In a randomized controlled trial led by Dr. Amir and published in 2009 in the Journal of Consulting and Clinical Psychology, patients diagnosed with social anxiety received less than three hours of attention retraining spread over four weeks. After the study was over, half of the patients who received the treatment no longer met the diagnostic criteria for social anxiety.

That's a success rate of 50 per cent - about the same results achieved in clinical trials for medications and talk therapy.

Computer-based attention retraining may have lasting benefits, notes Dr. Amir. In follow-up interviews up to a year after the study, he says, patients reported that "things that used to bother them don't bother them any more."
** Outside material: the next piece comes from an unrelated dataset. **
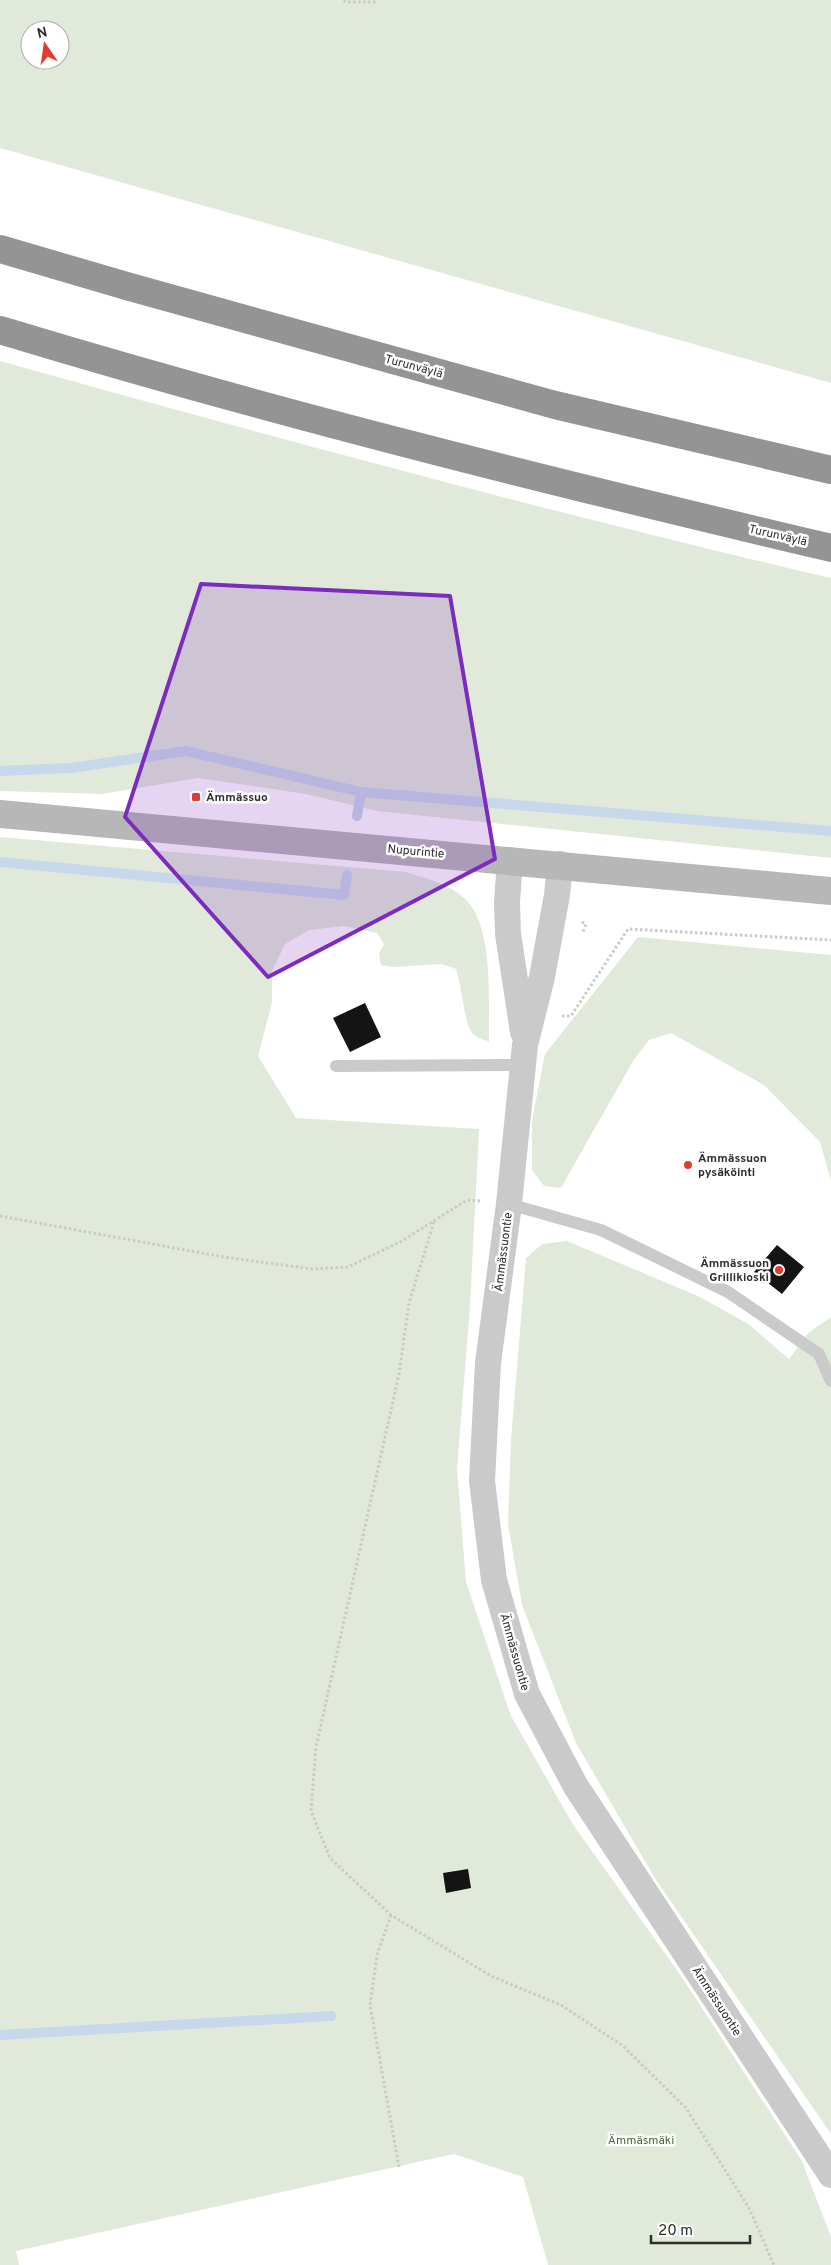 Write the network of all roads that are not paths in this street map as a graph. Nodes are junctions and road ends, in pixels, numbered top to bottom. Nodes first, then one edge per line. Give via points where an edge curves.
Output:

Dr. Amir's research confirms an earlier 2009 study published in the Journal of Abnormal Psychology and conducted by Brad Schmidt at Florida State University. After eight brief sessions of attention retraining, 70 per cent of patients with social anxiety no longer met the diagnostic criteria, compared with 11 per cent of patients who received a sham treatment.

With results like these, it's no wonder the software has hit the small screen.

Researchers at Harvard University, led by Richard McNally, are part way through a trial to assess whether the treatment works when it's delivered on an iPhone or BlackBerry. Doing the exercises in two-minute increments on a smart phone could make the treatment more convenient and less tedious for patients, says Phil Enock, a graduate student who is co-authoring the study. "A lot of people find this task boring."

Calling it video-game therapy is a stretch, he says, since the software evolved from a tool used in vision science. Psychologist Colin MacLeod developed the technology (known as dot-probe) as an intervention for people with mood disorders in a 2002 study at the University of Western Australia.

Since then, the most convincing studies have involved patients with anxiety. But researchers worldwide are evaluating various computer-based cognitive treatments for depression, post-traumatic stress disorder and other psychological problems.

Chronic alcoholics who complete "approach-avoidance" tasks on a computer are more likely to abstain, according to a study conducted by Reinout Wiers at the University of Amsterdam, published in March 2011 in Psychological Science. In 15-minute sessions spread over four consecutive days, alcoholic in-patients were instructed to push or pull a joystick in response to photos and words about alcohol. A year later, 46 per cent of them had relapsed - compared with 59 per cent of alcoholics who received mock treatment or none at all.

Although the research is promising, Mark Berber, an assistant professor at Queen's University in Kingston, Ont., says he doubts computer-based treatments can provide a quick fix.

Alcoholism and anxiety are complex disorders that often coexist with other psychological problems, he points out. "If you're talking about curing alcoholism using positive-bias modification with a joystick to avoid opening the fridge," he says, "I think that would be naive."

Dr. Berber notes that medication combined with psychotherapy is the evidence-based treatment for mood disorders. And, he adds, studies have established that the better the patient-therapist relationship, "the better the outcome."

Researchers such as Dr. Amir and Dr. MacLeod emphasize the need for larger randomized clinical trials conducted by labs that weren't involved in the original studies.

But attention-retraining software is already on the market. Cognitive Retraining Technologies, co-founded by Dr. Amir, is selling downloads to the public for $139.99 at managingyouranxiety.com.

Selling an experimental treatment is an ethical choice for Dr. Amir to make, says Dr. Schmidt. He points out that as an intervention for social anxiety, attention retraining has already met the criteria for an empirically validated treatment according to guidelines set by the American Psychological Association.

Quick and simple, the treatment has potential as a first step in a larger treatment plan, Dr. Schmidt says. And there are no known side effects.